Data records:
-------
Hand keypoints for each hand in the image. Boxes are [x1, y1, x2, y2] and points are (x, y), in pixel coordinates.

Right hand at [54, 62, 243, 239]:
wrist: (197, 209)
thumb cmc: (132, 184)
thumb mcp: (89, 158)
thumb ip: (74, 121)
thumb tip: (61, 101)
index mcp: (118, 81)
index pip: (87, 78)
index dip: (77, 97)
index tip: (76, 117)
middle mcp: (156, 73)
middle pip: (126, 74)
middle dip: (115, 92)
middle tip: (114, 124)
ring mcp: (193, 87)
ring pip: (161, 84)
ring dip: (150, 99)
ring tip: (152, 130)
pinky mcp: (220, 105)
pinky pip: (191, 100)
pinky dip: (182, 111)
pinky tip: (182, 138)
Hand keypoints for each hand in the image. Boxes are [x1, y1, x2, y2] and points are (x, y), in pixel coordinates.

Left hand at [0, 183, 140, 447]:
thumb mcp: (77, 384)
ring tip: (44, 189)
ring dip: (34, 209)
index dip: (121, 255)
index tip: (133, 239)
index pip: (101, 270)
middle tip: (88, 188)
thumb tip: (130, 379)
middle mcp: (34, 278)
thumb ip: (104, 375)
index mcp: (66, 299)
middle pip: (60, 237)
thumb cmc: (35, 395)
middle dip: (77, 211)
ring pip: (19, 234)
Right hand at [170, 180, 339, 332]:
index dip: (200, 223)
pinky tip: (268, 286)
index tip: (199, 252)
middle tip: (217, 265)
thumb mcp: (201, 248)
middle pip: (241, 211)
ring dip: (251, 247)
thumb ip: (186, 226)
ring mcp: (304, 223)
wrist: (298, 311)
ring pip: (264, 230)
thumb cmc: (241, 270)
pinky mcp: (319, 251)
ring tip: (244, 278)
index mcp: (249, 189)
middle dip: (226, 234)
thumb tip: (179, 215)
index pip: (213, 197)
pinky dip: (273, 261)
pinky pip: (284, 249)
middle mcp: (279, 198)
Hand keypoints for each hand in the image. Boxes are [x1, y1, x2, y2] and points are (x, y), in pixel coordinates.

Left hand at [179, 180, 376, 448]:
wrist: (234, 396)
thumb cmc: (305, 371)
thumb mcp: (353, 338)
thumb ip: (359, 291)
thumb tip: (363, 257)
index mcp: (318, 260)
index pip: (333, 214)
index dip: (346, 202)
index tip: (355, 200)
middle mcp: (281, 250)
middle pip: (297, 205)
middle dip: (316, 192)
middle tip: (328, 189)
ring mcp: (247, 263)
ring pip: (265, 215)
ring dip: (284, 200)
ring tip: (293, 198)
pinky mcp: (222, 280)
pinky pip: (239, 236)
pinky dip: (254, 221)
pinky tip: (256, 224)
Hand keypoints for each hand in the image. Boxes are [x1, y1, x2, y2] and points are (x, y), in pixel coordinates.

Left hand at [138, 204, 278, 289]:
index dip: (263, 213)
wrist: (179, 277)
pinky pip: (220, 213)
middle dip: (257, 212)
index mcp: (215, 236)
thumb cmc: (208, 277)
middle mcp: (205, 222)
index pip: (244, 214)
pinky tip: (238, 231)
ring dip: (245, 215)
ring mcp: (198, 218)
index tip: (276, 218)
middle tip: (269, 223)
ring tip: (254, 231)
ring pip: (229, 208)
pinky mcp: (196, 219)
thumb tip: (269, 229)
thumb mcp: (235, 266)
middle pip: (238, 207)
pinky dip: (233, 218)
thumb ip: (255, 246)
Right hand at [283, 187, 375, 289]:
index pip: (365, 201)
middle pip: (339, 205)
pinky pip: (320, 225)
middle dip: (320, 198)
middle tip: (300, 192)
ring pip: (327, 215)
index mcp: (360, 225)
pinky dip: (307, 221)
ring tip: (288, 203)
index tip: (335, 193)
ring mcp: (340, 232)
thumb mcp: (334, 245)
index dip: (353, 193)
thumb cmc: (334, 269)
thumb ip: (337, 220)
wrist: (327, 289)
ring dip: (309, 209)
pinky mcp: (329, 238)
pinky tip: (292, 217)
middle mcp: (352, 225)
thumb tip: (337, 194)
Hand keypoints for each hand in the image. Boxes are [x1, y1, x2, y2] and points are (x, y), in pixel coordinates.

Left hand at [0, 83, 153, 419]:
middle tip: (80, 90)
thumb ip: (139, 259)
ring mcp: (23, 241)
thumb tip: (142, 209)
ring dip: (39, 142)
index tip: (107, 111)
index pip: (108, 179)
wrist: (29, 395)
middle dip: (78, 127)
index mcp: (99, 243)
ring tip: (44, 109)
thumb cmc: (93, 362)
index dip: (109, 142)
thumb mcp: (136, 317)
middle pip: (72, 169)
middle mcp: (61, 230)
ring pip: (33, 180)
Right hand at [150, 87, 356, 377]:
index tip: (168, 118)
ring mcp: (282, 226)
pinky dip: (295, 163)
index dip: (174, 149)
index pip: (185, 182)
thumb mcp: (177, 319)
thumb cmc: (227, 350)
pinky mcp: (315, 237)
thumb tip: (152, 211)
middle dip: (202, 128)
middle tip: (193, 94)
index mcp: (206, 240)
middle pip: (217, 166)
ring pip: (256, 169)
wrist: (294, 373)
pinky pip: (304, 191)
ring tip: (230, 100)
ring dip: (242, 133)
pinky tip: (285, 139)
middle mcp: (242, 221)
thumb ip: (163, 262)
-------
What to do:
Please quote nothing but the lines from the line with "thumb mcp: (136, 317)" through the end of the data above, exactly as written, ends included.

Result of the task:
thumb mcp: (136, 317)
middle pip: (72, 169)
middle mcp: (61, 230)
ring pip: (33, 180)
Right hand at [150, 87, 356, 377]:
index tip: (168, 118)
ring mcp: (282, 226)
pinky dip: (295, 163)
index dip: (174, 149)
index pip: (185, 182)
thumb mcp: (177, 319)
thumb cmc: (227, 350)
pinky mcp: (315, 237)
thumb tip: (152, 211)
middle dip: (202, 128)
middle tip: (193, 94)
index mcp: (206, 240)
middle pip: (217, 166)
ring pip: (256, 169)
wrist: (294, 373)
pinky pip: (304, 191)
ring tip: (230, 100)
ring dip: (242, 133)
pinky tip: (285, 139)
middle mcp: (242, 221)
thumb ip: (163, 262)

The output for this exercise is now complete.